Figure 4.

Northern blot analysis of the induction or derepression of synthesis of mRNAs encoded by four different CO₂-responsive genes on shift of cells from high concentrations of CO₂ to low, ambient concentrations of CO₂. Total RNA was extracted from wild-type cells (lanes 1, 5, 9, and 13), cia5 mutant cells (lanes 2, 6, 10, and 14), cia5 mutants complemented with an intact Cia5 gene construct (lanes 3, 7, 11, and 15), and cia5 mutants complemented with a truncated Cia5 gene (lanes 4, 8, 12, and 16).

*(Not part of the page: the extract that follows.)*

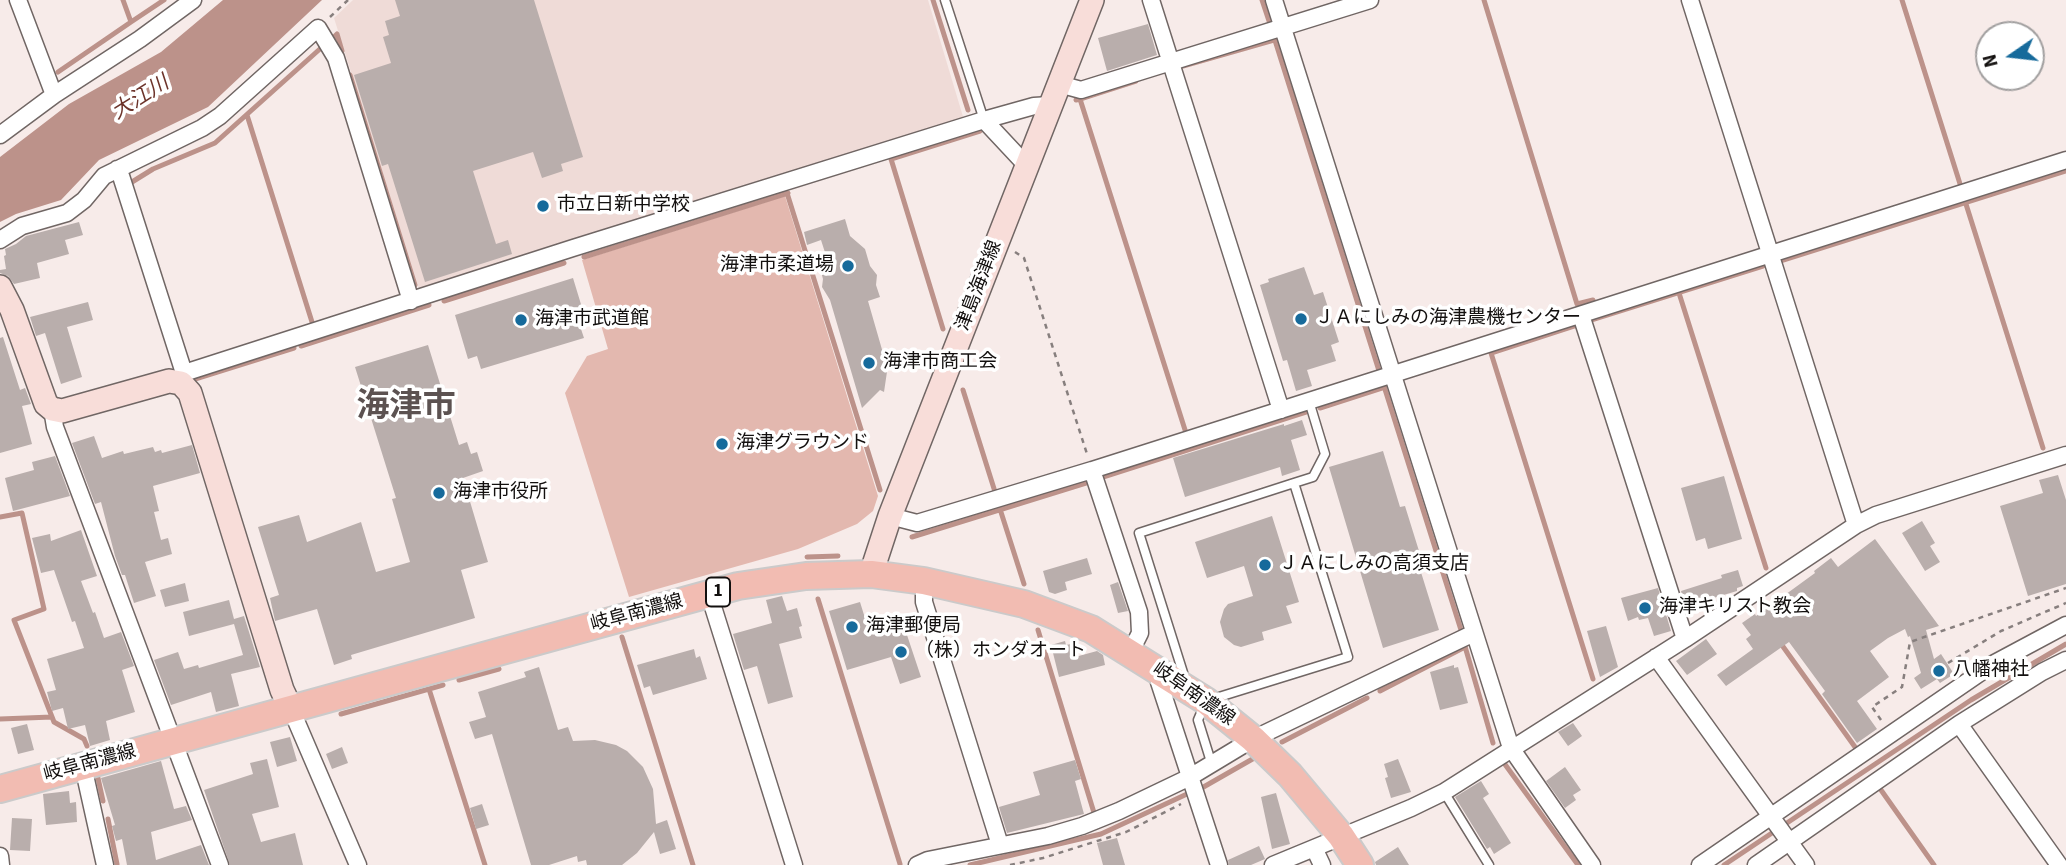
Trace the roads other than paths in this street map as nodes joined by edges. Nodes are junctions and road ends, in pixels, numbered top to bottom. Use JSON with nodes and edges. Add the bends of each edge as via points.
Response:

Total RNA was extracted from cells maintained in high concentrations of CO₂ (lanes 1–4) or from cells after they were switched from high CO₂ levels to low levels of CO₂ for 45 min (lanes 5–8), 90 min (lanes 9–12), or 180 min (lanes 13–16). (A) mRNAs detected by hybridization with probes produced from the cDNA encoding Ccp2 (LIP36), a chloroplast inner envelope protein. (B) mRNAs detected with hybridization probes to the CAH1 cDNA encoding the major C. reinhardtii periplasmic CA. (C) mRNAs detected with probes to Att1 cDNA sequences encoding an alanine:α-ketoglutarate aminotransferase. (D) mRNAs detected with probes produced from the mtCA1 cDNA encoding a mitochondrial CA. (E) Ethidium bromide-stained gel illustrating uniform loading of total RNAs in each lane. The same RNA preparations used for the Northern blot analyses depicted in Fig. 1B were used for the blots shown.